La isla es Färo, tal vez, el paisaje definitivo para un director que distribuye obsesiones en sus criaturas: la locura, la autoridad paterna, la presencia escurridiza de Dios, el miedo, la represión y el sexo. El marco de la isla es el escenario ideal para captar sonidos, tensiones, respiraciones y dotar a la historia de una atemporalidad existencial. Un caso de histeria religiosa mostrado por uno de los más grandes directores de la historia.
Los sueños no necesariamente se hacen realidad pero al ver Misterios de Lisboa (2010), nos encontramos nuevamente en esa fantástica dimensión que solo el cine nos regala, la que permite internarnos en su condición onírica. Solo que Raoul Ruiz nunca nos hace perder el rumbo, caer en el desquicio, sino más bien, crearnos la ilusión de un universo orgánico, coherente, dentro de una estructura laberíntica formalmente perfecta. No son muchos los artistas que pueden lograrlo. Borges, con quien el cineasta chileno guarda más de un punto de contacto, escribía cuentos cuya lógica era implacable (nunca concibió una novela, tal vez una novela con esas características hubiera sido imposible); Ruiz ofrece una película de cuatro horas y media de duración y se gana el derecho a la ambición porque el resultado es una obra maestra.
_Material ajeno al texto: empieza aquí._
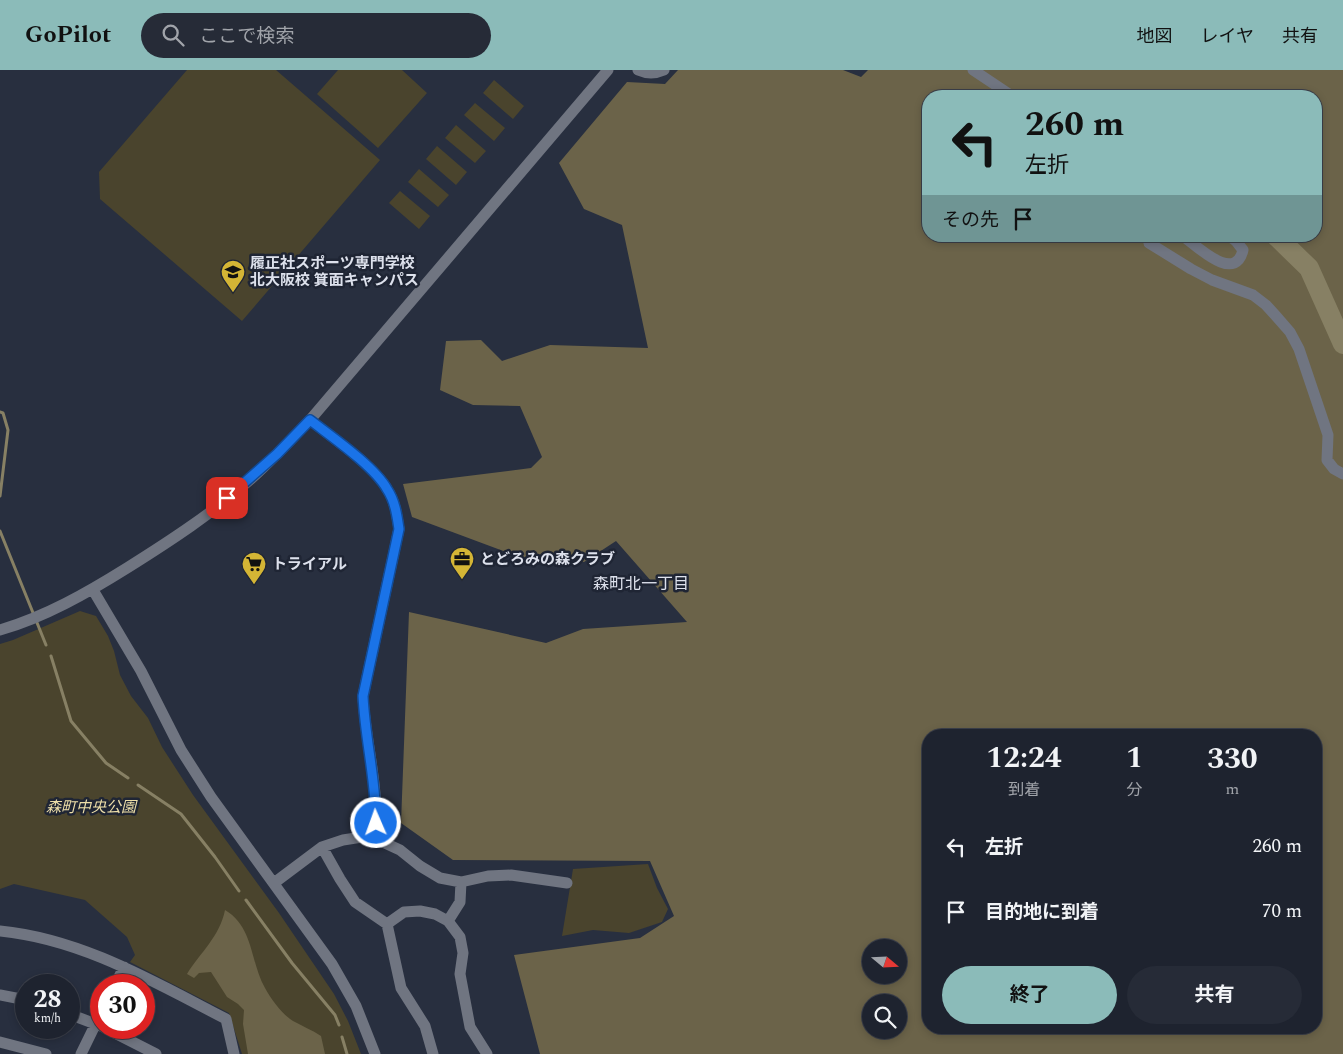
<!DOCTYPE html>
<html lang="ja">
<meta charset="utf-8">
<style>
body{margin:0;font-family:Spectral,"Noto Sans JP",serif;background:#262b37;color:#f1f3f6;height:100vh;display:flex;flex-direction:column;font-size:19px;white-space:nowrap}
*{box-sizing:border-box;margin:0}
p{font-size:16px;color:#a1a4aa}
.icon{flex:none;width:28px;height:28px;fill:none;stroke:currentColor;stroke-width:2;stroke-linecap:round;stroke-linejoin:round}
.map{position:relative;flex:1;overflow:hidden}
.drawer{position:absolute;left:922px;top:659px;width:400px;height:305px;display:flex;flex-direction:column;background:#1e232f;border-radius:20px;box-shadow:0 2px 8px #0003,0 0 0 1px #3c404b}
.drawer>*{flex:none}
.hud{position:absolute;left:922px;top:20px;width:400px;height:152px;border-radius:20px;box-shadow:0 2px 8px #0003,0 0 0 1px #3c404b;background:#8bbbb9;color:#111;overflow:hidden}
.needle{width:32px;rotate:109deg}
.buttons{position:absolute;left:862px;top:869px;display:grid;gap:10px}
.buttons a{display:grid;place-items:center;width:45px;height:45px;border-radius:50%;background:#1e232f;box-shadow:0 2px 8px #0003,0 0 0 1px #3c404b;font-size:25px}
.speed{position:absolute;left:15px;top:904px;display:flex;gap:10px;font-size:25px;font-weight:700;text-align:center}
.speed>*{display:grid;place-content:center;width:65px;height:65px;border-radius:50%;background:#1e232f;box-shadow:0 2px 8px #0003,0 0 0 1px #3c404b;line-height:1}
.speed small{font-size:12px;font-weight:400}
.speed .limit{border:8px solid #d22;background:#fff;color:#111}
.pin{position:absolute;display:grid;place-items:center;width:42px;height:42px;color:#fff;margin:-21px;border-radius:10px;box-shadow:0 2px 8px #0006}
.me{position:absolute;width:55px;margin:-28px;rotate:358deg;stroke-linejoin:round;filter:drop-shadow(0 0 4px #0008)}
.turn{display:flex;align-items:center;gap:18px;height:105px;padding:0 20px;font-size:22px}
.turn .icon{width:65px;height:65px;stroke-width:2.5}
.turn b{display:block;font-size:35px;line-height:42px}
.then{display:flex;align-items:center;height:48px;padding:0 20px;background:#0003;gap:10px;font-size:19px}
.eta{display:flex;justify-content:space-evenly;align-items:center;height:85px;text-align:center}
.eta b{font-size:30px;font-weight:700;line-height:35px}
.primary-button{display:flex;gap:10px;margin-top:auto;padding:10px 20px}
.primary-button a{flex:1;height:58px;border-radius:30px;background:#8bbbb9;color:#111;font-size:20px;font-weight:700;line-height:58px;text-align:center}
.primary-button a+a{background:#262b37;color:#f1f3f6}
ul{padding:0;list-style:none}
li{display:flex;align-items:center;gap:15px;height:65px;padding:0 20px}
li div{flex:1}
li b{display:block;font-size:19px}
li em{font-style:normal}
header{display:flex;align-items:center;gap:30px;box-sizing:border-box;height:70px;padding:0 25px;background:#8bbbb9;color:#111}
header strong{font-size:24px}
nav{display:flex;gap:28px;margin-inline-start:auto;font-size:18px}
.search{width:350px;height:45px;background:#262b37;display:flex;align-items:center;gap:12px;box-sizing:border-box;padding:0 18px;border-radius:28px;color:#a1a4aa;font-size:19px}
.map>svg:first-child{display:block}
.green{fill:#4a442d}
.forest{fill:#6b6349;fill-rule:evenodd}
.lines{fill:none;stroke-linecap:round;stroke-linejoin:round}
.stream{stroke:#878064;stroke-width:3}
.river{stroke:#878064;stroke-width:20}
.minor{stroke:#707581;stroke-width:11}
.route-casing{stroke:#114b97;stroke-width:12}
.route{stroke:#1a73e8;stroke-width:9}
.labels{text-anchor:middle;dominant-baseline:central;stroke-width:5;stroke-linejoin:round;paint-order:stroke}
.poi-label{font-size:15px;font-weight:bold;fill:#dde1ec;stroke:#1f2534;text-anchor:start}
.park-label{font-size:15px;font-style:italic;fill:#eddea9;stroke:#1f2534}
.neighbourhood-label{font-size:16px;fill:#dde1ec;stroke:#1f2534}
</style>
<header>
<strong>GoPilot</strong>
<div class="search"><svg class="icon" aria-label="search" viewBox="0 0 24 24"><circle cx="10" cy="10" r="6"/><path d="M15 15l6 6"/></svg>ここで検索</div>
<nav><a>地図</a><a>レイヤ</a><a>共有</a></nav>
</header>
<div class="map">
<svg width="1343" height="984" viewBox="0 0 1343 984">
<rect width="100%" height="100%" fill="#282f3f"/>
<!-- green -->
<path class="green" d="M 187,0 L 276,0 L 380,90 L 242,251 L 100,129 L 99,102 Z
M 338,0 L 402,0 L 427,23 L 378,78 L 317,24 Z
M 494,10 L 524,36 L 513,49 L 483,23 Z
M 475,33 L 505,58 L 494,71 L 464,45 Z
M 456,55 L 486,81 L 475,93 L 445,68 Z
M 437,76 L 467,102 L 456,115 L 426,89 Z
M 419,99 L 449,125 L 438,137 L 408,112 Z
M 400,121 L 430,146 L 419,159 L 389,133 Z
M 80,541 L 96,546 L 108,566 L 114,581 L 120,605 L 131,626 L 148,648 L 162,677 L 193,725 L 279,843 L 334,924 L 348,951 L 361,984 L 242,984 L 229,943 L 130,892 L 135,885 L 127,867 L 85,830 L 14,814 L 0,819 L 0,574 L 13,570 Z
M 648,794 L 657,818 L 668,839 L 662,852 L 629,863 L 593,860 L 562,866 L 573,799 Z"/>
<!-- forest -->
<path class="forest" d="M 678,0 L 843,0 L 861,7 L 868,0 L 1343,0 L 1343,984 L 540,984 L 514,885 L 640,868 L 674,846 L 650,791 L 453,790 L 401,753 L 409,542 L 546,573 L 583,559 L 687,552 L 616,471 L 584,492 L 530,491 L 412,447 L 403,414 L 531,398 L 542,387 L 520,336 L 473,335 L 440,320 L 446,271 L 481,270 L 502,291 L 550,275 L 648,278 L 622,155 L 584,139 L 559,93 L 627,12 L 665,14 ZM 929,26 L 1316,26 L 1316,166 L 929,166 ZM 929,665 L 1316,665 L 1316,958 L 929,958 ZM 871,878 L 899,878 L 899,905 L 871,905 ZM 871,932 L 899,932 L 899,960 L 871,960 Z
M 225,840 C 254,857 250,892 265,918 C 271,929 282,944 293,951 C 302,956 312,960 321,966 L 325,984 L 248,984 L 243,954 L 244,940 L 238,934 L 227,927 L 211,902 L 199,903 L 194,908 L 187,904 C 200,883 220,866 225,840 Z"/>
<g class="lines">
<!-- stream -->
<path class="stream" d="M 0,342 L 3,343 L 8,360 L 0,426
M 0,461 L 46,575
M 51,586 L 71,651 L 106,693 L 128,708
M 138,715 L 181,744 L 215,787 L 239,821
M 246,830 L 292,893 L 335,945 L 339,955
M 342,967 L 347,984"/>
<!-- river -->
<path class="river" d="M 1276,166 L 1309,198 L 1343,274"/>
<!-- minor -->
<path class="minor" d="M 638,0 C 647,4 655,4 664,0
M 973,0 L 1012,26
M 1151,166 L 1149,173 L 1191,199 L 1212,210 L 1253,225 L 1266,235 L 1276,246 L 1290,262 L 1299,279 L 1328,365 L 1327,390 L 1334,399 L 1343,404
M 1183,166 C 1197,176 1235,214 1243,180 L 1236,171 L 1229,166
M 310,350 C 332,367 374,396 387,419 C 395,431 397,445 399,459 L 363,626 C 365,673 381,721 374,768
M 93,520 L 141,601 L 181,680 L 211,727 L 332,894 L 356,936 L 375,984
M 0,560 C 45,547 87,523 127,498 C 170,471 213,443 251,409 C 272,390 291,370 310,350 L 608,0
M 322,777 L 340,809 L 355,832 L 387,854
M 274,813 L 322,777 L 343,770 L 362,767 L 374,768 L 400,780 L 420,796 L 440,808 L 461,812 L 488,806 L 511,805 L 567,813
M 448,851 L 460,832 L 461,812
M 0,861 C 82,869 154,912 226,949 L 234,984
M 115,915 L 124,897
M 0,925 L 26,930
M 69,944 L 101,956
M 105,958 L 156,984
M 0,972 L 46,984
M 81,984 L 101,943
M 433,984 L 425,956 L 401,918 L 387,854 L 404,842 L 420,841 L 435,844 L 448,851 L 460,867 L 463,883 L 460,904 L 470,957 L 487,984"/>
</g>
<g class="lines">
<defs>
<path id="route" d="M 227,428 L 277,384 L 310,350 C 332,367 374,396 387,419 C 395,431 397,445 399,459 L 363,626 C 365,669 376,710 376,753"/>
</defs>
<!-- route casing -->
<use href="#route" class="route-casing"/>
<!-- route -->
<use href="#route" class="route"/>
</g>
<!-- icons -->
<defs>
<symbol id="school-pin" viewBox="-11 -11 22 30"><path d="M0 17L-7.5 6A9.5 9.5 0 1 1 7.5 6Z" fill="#d4b535" stroke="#1f2534"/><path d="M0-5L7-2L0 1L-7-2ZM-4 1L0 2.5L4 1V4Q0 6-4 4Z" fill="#111"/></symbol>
<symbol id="office-pin" viewBox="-11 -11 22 30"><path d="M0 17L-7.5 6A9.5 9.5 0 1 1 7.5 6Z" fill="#d4b535" stroke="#1f2534"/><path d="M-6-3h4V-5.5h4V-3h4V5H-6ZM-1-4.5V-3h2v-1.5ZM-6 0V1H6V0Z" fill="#111"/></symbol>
<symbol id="supermarket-pin" viewBox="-11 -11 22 30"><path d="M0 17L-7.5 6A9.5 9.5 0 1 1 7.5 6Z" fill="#d4b535" stroke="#1f2534"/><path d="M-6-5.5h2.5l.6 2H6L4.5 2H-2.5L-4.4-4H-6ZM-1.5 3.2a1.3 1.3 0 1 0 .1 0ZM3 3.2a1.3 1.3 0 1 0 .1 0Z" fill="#111"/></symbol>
</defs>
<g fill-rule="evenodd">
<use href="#school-pin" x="219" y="188" width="28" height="38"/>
<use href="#office-pin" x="448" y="475" width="28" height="38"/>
<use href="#supermarket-pin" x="240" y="480" width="28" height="38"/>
</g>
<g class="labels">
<!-- poi labels -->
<g class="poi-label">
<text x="250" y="193">履正社スポーツ専門学校<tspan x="250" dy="17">北大阪校 箕面キャンパス</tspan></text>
<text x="480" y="489">とどろみの森クラブ</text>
<text x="272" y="494">トライアル</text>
</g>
<!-- park labels -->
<g class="park-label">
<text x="91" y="737">森町中央公園</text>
</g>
<!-- neighbourhood labels -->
<g class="neighbourhood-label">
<text x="641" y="514">森町北一丁目</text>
</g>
</g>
</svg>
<div class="buttons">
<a><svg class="needle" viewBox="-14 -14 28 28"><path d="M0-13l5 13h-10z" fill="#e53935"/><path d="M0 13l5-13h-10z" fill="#a1a4aa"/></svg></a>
<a><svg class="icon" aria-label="search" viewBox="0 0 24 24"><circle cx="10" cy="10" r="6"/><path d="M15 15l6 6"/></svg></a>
</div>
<div class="speed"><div>28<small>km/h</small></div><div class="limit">30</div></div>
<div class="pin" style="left:227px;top:428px;background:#d93025"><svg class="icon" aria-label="arrive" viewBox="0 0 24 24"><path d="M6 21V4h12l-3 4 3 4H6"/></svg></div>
<svg class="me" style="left:376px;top:753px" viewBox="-20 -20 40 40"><circle r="17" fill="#1a73e8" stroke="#fff" stroke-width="3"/><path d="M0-11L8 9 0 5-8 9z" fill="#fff"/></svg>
<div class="hud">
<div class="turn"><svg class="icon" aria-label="left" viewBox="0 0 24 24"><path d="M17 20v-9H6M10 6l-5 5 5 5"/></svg><div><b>260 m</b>左折</div></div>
<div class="then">その先<svg class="icon" aria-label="arrive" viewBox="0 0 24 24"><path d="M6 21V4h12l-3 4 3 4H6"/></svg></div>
</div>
<section class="drawer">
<div class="eta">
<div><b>12:24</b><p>到着</p></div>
<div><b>1</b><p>分</p></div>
<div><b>330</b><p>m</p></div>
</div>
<ul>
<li><svg class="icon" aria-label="left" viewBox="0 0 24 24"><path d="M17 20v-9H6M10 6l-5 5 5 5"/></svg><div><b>左折</b></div><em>260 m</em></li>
<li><svg class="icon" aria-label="arrive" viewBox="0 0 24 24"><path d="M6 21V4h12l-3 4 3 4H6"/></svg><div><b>目的地に到着</b></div><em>70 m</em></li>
</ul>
<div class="primary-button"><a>終了</a><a>共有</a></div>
</section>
</div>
Contar su argumento sería un sacrilegio que desmerecería las virtudes del filme.
Para Ruiz, una trama se concibe a partir de la idea de viaje en todas sus facetas. Y se sabe que un viaje implica diversos momentos, aperturas mentales y situaciones que exceden la voluntad de maniobrar con un solo conflicto. Misterios de Lisboa no es la excepción. Basada en una novela decimonónica del escritor lusitano Camilo Castelo Branco, potencia un mecanismo de adaptación que no se agota en la ilustración de la fuente sino que pone en funcionamiento una serie de recursos constructivos al servicio de un viaje narrativo que rompe con el modelo hegemónico industrial basado en un conflicto central excluyente. La única exigencia, además de invitar a mirar con placer cada plano de factura pictórica, será, en todo caso, la de un espectador activo, capaz de unir los hilos de este maravilloso devenir fílmico. A partir del interrogante sobre la paternidad del niño protagonista Joao, que vive en un convento bajo el cuidado del padre Dinis, Ruiz abre la historia a una multiplicidad de relatos que fluyen musicalmente y se reproducen en diversas voces narrativas en situaciones disímiles, en una obra donde conviven la sumatoria de todas las artes y una idea de narración laberíntica que privilegia la simultaneidad por sobre la linealidad de acontecimientos. El recuerdo, como motor narrativo, es apenas la excusa para incorporar un camino entre el sueño y la pesadilla. En este sentido Ruiz ensaya una apertura que incluye todo aquello que desecha el cine masivo que se arroga el derecho de orientarse a un espectador perezoso: escenas mixtas, escenas compuestas de sucesos en serie y la valoración del azar como sesgo positivo en la medida que permite instaurar otra lógica.